**Action item:** Please repeat every record exactly, leaving out any pictures.
++++++
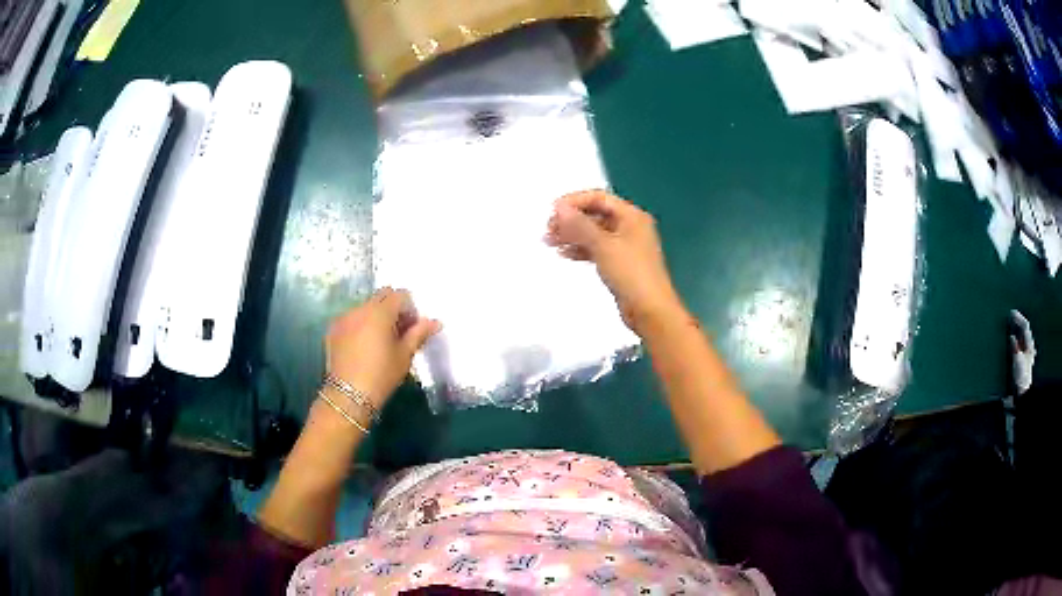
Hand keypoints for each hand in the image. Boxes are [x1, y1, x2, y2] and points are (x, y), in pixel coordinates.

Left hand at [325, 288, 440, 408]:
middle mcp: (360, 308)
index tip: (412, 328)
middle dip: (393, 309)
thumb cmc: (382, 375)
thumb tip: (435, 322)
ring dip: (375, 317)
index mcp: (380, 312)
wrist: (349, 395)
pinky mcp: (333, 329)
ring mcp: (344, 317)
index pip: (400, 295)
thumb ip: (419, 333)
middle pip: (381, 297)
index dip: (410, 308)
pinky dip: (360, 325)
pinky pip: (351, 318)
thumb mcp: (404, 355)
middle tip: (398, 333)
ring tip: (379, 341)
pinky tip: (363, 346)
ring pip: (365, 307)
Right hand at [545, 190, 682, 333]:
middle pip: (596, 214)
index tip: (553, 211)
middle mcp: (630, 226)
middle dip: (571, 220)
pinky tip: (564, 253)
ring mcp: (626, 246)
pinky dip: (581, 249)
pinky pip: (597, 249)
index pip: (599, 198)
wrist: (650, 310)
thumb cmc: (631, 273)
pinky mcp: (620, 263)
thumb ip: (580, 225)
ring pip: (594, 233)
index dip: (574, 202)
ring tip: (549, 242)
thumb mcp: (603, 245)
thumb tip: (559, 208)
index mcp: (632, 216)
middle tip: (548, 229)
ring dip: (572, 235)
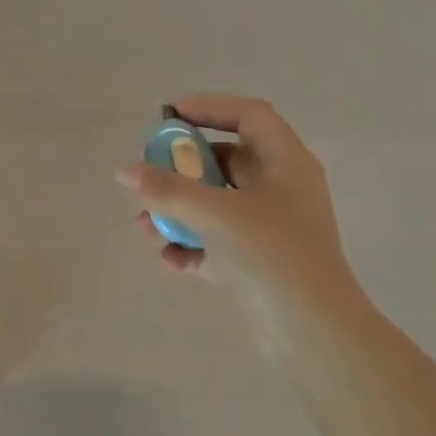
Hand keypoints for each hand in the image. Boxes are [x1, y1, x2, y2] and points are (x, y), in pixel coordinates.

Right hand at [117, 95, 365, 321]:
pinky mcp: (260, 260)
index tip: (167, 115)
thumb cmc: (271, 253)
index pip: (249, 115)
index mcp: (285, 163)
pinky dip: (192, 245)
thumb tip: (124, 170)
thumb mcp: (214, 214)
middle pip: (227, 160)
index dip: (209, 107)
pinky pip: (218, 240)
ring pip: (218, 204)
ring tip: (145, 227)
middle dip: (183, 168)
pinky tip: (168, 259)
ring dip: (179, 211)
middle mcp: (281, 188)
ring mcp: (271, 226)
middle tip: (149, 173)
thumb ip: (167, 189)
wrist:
++++++
**Answer box:**
Hand keypoints for each hand in the image. Boxes are [x1, y1, x2, y2] and points are (x, y), in pixel coordinates.

Left hand at [325, 288, 440, 408]:
middle mcp: (360, 308)
index tip: (412, 328)
middle dip: (393, 309)
thumb cmc: (382, 375)
thumb tip: (435, 322)
ring dip: (375, 317)
index mcp: (380, 312)
wrist: (349, 395)
pinky mcp: (333, 329)
ring mcp: (344, 317)
index pip: (400, 295)
thumb ip: (419, 333)
middle pip: (381, 297)
index dip: (410, 308)
pinky dip: (360, 325)
pinky pip: (351, 318)
thumb mcp: (404, 355)
middle tip: (398, 333)
ring tip: (379, 341)
pinky tip: (363, 346)
ring pip: (365, 307)
Right hand at [545, 190, 682, 333]:
middle pip: (596, 214)
index tip: (553, 211)
middle mcp: (630, 226)
middle dip: (571, 220)
pinky tip: (564, 253)
ring mcp: (626, 246)
pinky dip: (581, 249)
pinky pip: (597, 249)
index pip: (599, 198)
wrist: (650, 310)
thumb cmc: (631, 273)
pinky mcp: (620, 263)
thumb ip: (580, 225)
ring pip: (594, 233)
index dip: (574, 202)
ring tip: (549, 242)
thumb mcp: (603, 245)
thumb tip: (559, 208)
index mcp: (632, 216)
middle tip: (548, 229)
ring dip: (572, 235)
Hand keypoints for each hand in the image. Boxes are [x1, y1, x2, y2] and points are (x, y), in pixel coordinates.

Right hand at [117, 95, 365, 321]:
pinky mcp: (260, 260)
index tip: (167, 115)
thumb cmc: (271, 253)
index pip: (249, 115)
index mcp: (285, 163)
pinky dip: (192, 245)
thumb tip: (124, 170)
thumb mcp: (214, 214)
middle pip: (227, 160)
index dip: (209, 107)
pinky pip: (218, 240)
ring pip: (218, 204)
ring tip: (145, 227)
middle dip: (183, 168)
pinky tip: (168, 259)
ring dip: (179, 211)
middle mcp: (281, 188)
ring mcp: (271, 226)
middle tip: (149, 173)
thumb ip: (167, 189)
wrist:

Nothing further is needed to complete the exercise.